Kendisini sağlı sollu aynalarla dolu karanlık bir tünelde bulan küçük Adelaide, Emily Dickinson'ın şiirinde bahsi geçen o dehşetengiz tecrübeyi yaşıyor: Tıpatıp kendisine benzeyen bir kız çocuğuyla, yani çiftgezeriyle (doppelganger) yüz yüze geliyor.
Yıllar sonra tekrar aynı sahile geri dönen Adelaide, üzerinde kara bulutların dolaştığını hissediyor.
Öyle ki Tyler'larla birlikte kumsalda vakit geçirirken hep diken üstünde, hatta bir ara Jason'ın kaybolduğunu sanıp dehşete kapılıyor. El ele tutuşmuş dört kişilik bir ailenin gölgeyi andıran siluetleri gece yarısı evlerinin bahçesinde belirdiği vakit Adelaide korktuğunun başına geldiğini anlıyor.
Yıllar yılı aklından çıkaramadığı, adeta bir gölge gibi onu takip ettiğini sezdiği çiftgezeri karşısında duruyor işte. Üstelik yalnız değil, ailenin diğer fertlerinin çiftgezerleri de yanında.

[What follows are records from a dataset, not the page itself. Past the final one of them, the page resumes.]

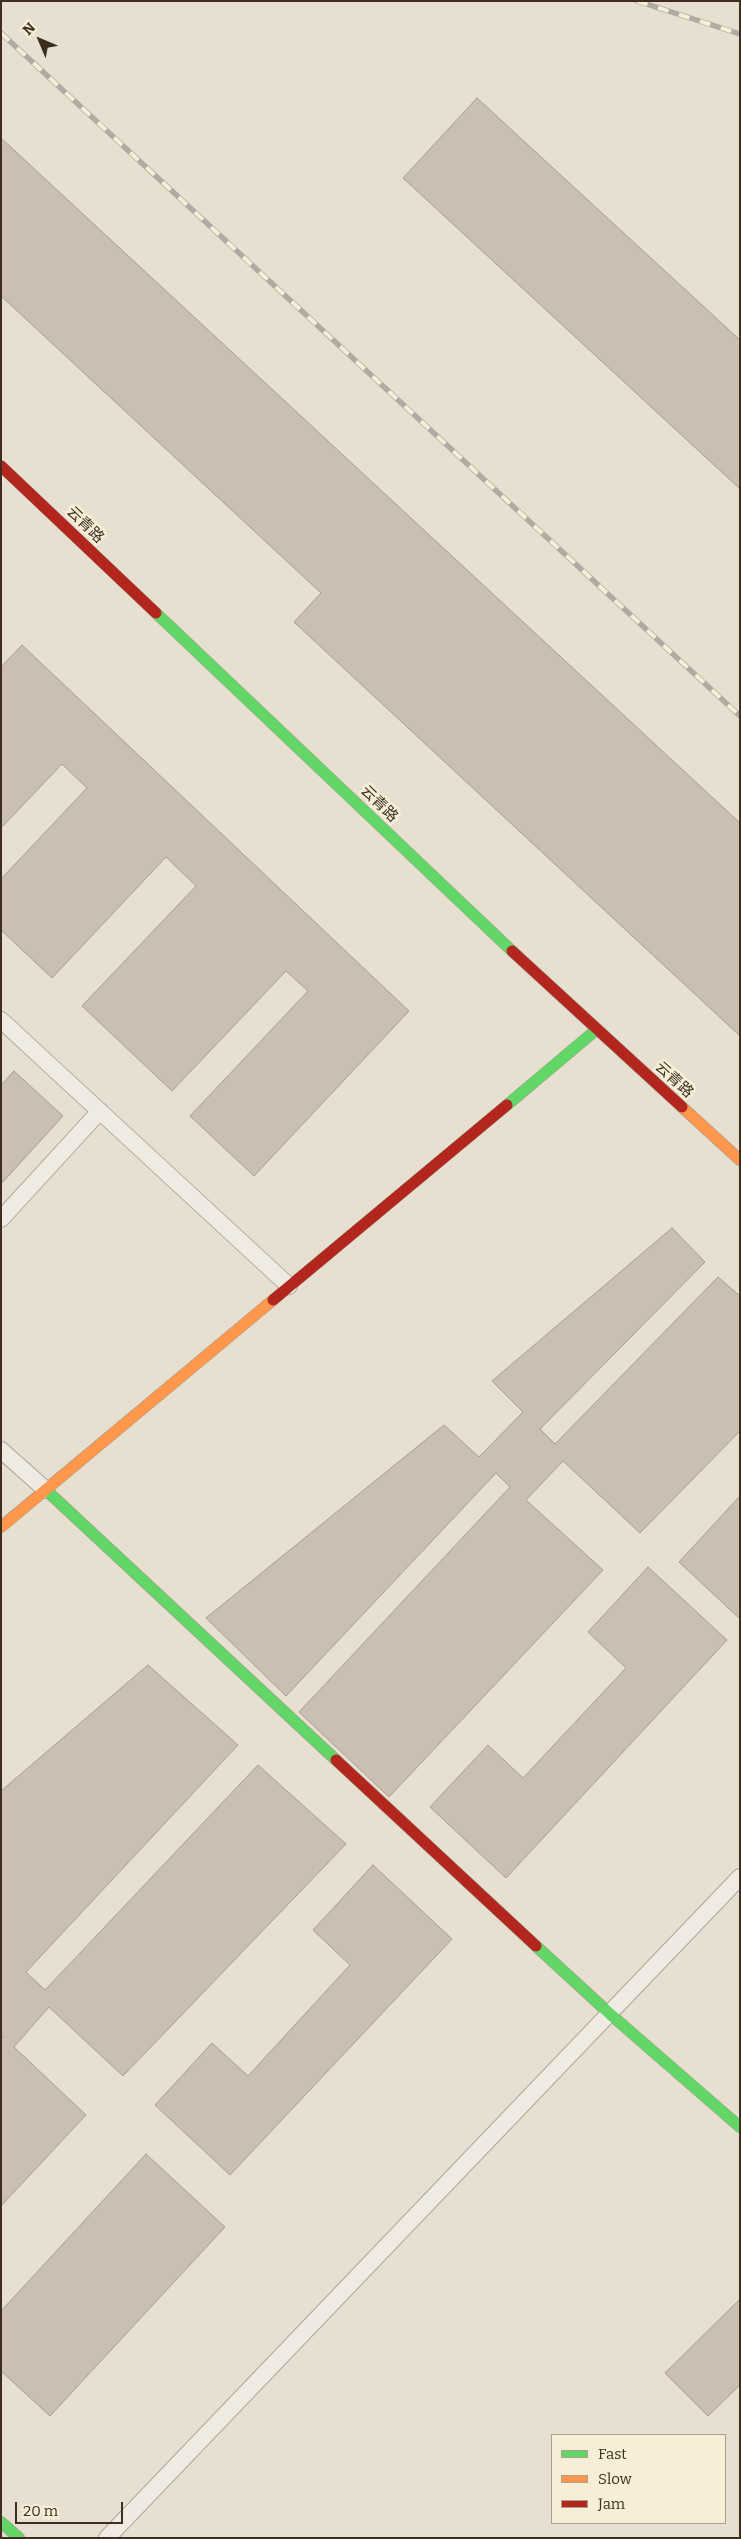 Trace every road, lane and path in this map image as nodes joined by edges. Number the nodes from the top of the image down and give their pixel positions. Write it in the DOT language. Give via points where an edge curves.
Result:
graph roads {
  1 [pos="1,466"];
  2 [pos="1,1020"];
  3 [pos="596,1030"];
  4 [pos="100,1111"];
  5 [pos="740,1160"];
  6 [pos="1,1219"];
  7 [pos="289,1286"];
  8 [pos="1,1450"];
  9 [pos="46,1490"];
  10 [pos="1,1528"];
  11 [pos="740,1877"];
  12 [pos="610,2014"];
  13 [pos="740,2128"];
  14 [pos="1,2522"];
  15 [pos="19,2538"];
  16 [pos="108,2538"];
  1 -- 3 [label="street, 云青路"];
  2 -- 4 [label="lane"];
  3 -- 5 [label="street, 云青路"];
  3 -- 7 [label="street"];
  4 -- 6 [label="lane"];
  4 -- 7 [label="lane"];
  7 -- 9 [label="street"];
  8 -- 9 [label="lane"];
  9 -- 10 [label="street"];
  9 -- 12 [label="street"];
  11 -- 12 [label="lane"];
  12 -- 13 [label="street"];
  12 -- 16 [label="lane"];
  14 -- 15 [label="street"];
} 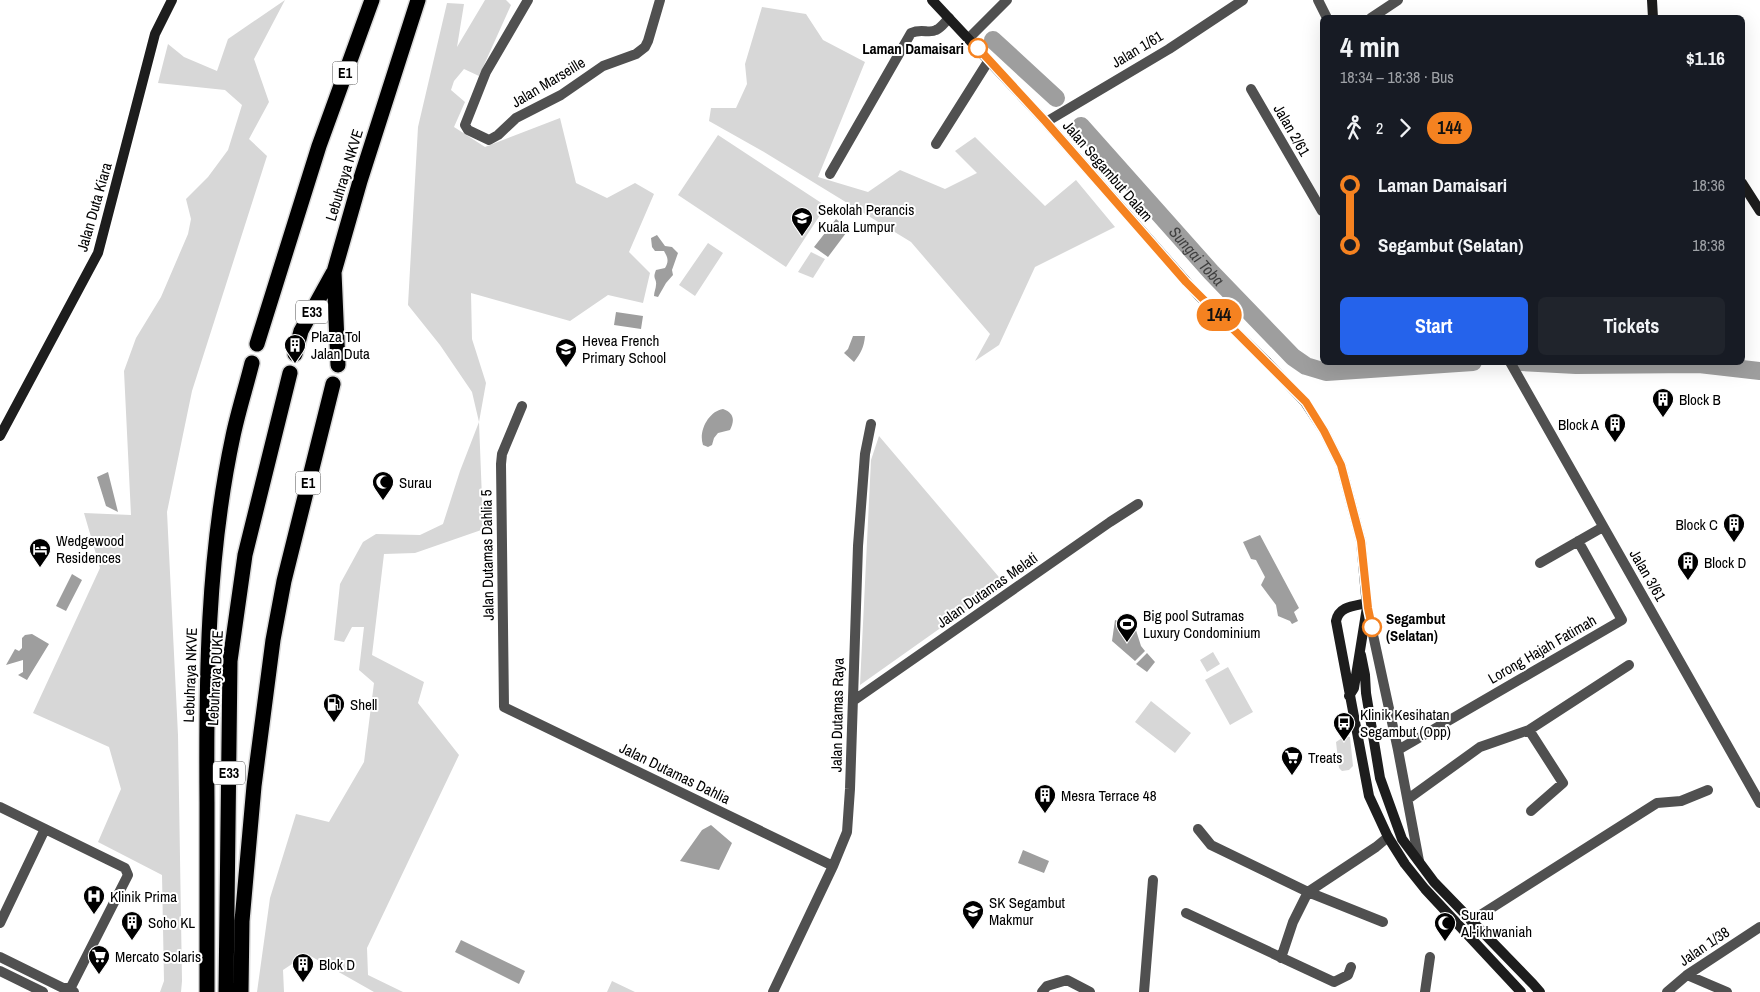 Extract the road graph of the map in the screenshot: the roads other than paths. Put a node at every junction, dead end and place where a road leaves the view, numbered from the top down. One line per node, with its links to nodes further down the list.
1 (172, 0): 35 (street, Jalan Duta Kiara)
2 (372, 0): 26 (highway, Lebuhraya NKVE / E1)
3 (418, 0): 25 (highway, Lebuhraya NKVE)
4 (528, 0): 5 (street, Jalan Marseille)
5 (660, 0)
6 (932, 0): 15 (street, Jalan Segambut Dalam)
7 (1007, 0): 16 (street)
8 (1242, 0): 19 (street, Jalan 1/61)
9 (1318, 0): 12 (street)
10 (1398, 0): 13 (street)
11 (1652, 1): 14 (street)
12 (1326, 15)
13 (1376, 15)
14 (1653, 15)
15 (949, 18): 16 (street, Jalan Segambut Dalam); 21 (street)
16 (969, 38): 17 (street, Jalan Segambut Dalam)
17 (990, 60): 19 (street, Jalan Segambut Dalam); 20 (street)
18 (1251, 89): 23 (street, Jalan 2/61)
19 (1046, 122): 40 (street, Jalan Segambut Dalam)
20 (936, 144)
21 (830, 174)
22 (1745, 187): 24 (street)
23 (1320, 208)
24 (1760, 211)
25 (334, 272): 27 (highway, E33); 29 (highway, Lebuhraya NKVE)
26 (257, 344)
27 (295, 354)
28 (252, 363): 74 (highway, Lebuhraya NKVE)
29 (338, 365)
30 (1512, 365): 37 (street, Jalan 3/61)
31 (290, 373): 75 (highway, Lebuhraya DUKE / E33)
32 (333, 384): 76 (highway, E1)
33 (522, 406): 45 (street, Jalan Dutamas Dahlia 5)
34 (871, 424): 44 (street, Jalan Dutamas Raya)
35 (0, 436)
36 (1138, 504): 44 (street, Jalan Dutamas Melati)
37 (1603, 527): 38 (street); 50 (street, Jalan 3/61)
38 (1578, 541): 39 (street); 47 (street, Lorong Hajah Fatimah)
39 (1540, 563)
40 (1367, 605): 41 (street, Jalan Segambut Dalam); 43 (street); 47 (street)
41 (1360, 649): 43 (street, Jalan Segambut Dalam); 56 (street)
42 (1629, 665): 46 (street)
43 (1349, 696): 55 (street, Jalan Segambut Dalam)
44 (853, 701): 57 (street, Jalan Dutamas Raya)
45 (504, 707): 57 (street, Jalan Dutamas Dahlia)
46 (1528, 730): 49 (street); 52 (street)
47 (1398, 750): 49 (street)
48 (1708, 790): 61 (street)
49 (1408, 799): 56 (street)
50 (1760, 803)
51 (0, 807): 53 (street)
52 (1531, 811)
53 (45, 829): 63 (street); 72 (street)
54 (1198, 829): 59 (street)
55 (1388, 837): 59 (street); 82 (street, Jalan Segambut Dalam)
56 (1419, 860): 61 (street)
57 (833, 866): 77 (street, Jalan Dutamas Raya)
58 (1154, 880): 80 (street)
59 (1308, 892): 62 (street); 67 (street)
60 (1186, 913): 67 (street)
61 (1471, 921): 71 (street)
62 (1383, 922)
63 (0, 923)
64 (1760, 927): 70 (street, Jalan 1/38)
65 (0, 957): 72 (street)
66 (1430, 957): 81 (street)
67 (1281, 958): 68 (street)
68 (1351, 966)
69 (0, 971): 73 (street)
70 (1687, 975): 84 (street, Jalan 1/38); 85 (street)
71 (1536, 988): 83 (street)
72 (66, 990)
73 (43, 992)
74 (207, 992)
75 (226, 992)
76 (241, 992)
77 (774, 992)
78 (1042, 992): 79 (street)
79 (1090, 992)
80 (1144, 992)
81 (1425, 992)
82 (1521, 992)
83 (1544, 992)
84 (1667, 992)
85 (1728, 992)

Lunaparktaki komik aynalarda yansıyan görüntüler misali asıllarının grotesk kopyalarını andırıyorlar hepsi de. Fal taşı gibi açılmış gözleri ve donuk yüz ifadeleriyle son derece tekinsiz görünüyorlar.

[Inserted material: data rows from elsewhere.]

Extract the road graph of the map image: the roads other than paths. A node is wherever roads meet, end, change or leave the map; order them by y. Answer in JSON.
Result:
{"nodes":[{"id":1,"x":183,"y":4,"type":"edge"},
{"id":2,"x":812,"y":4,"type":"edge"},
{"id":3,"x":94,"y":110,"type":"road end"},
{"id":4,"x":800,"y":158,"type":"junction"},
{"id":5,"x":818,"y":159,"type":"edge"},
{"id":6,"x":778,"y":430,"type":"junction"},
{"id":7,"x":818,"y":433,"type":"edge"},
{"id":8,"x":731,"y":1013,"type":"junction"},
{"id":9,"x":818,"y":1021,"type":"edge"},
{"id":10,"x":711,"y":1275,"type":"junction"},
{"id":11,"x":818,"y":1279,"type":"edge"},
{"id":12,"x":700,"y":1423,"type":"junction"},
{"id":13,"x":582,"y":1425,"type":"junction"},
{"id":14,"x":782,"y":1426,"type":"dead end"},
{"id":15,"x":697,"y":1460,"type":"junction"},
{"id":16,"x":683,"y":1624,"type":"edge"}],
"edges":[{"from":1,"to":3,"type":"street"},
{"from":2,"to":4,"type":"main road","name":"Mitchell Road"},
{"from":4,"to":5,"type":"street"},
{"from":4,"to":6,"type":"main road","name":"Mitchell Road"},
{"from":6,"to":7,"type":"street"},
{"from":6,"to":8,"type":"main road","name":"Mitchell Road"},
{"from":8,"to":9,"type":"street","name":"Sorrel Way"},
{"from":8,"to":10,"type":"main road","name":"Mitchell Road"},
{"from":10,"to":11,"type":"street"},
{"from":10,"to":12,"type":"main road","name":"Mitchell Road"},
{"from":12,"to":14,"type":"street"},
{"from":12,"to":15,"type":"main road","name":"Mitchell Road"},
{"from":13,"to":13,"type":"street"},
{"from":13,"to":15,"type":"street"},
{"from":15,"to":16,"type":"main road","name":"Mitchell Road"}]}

"Bir zamanlar küçük bir kız varmış"
Üzerlerinde ABD'deki cezaevlerinde hükümlülerin giydiği tek tip kıyafetleri andıran bir örnek kırmızı tulumlar, ellerinde kocaman makaslar var. Köpek hırlamasını andıran sesler çıkaran bu esrarengiz yaratıklardan sadece Adelaide'ın çiftgezeri Red konuşma yetisine sahip.
"Bir zamanlar küçük bir kız varmış," diye başlıyor anlatmaya o boğuk, hırıltılı sesiyle, "kızın bir gölgesi varmış. İkisi birbirine bağlıymış." Red'in sözleri, Jung'un dört temel arketipinden biri olan gölge arketipini getiriyor akla.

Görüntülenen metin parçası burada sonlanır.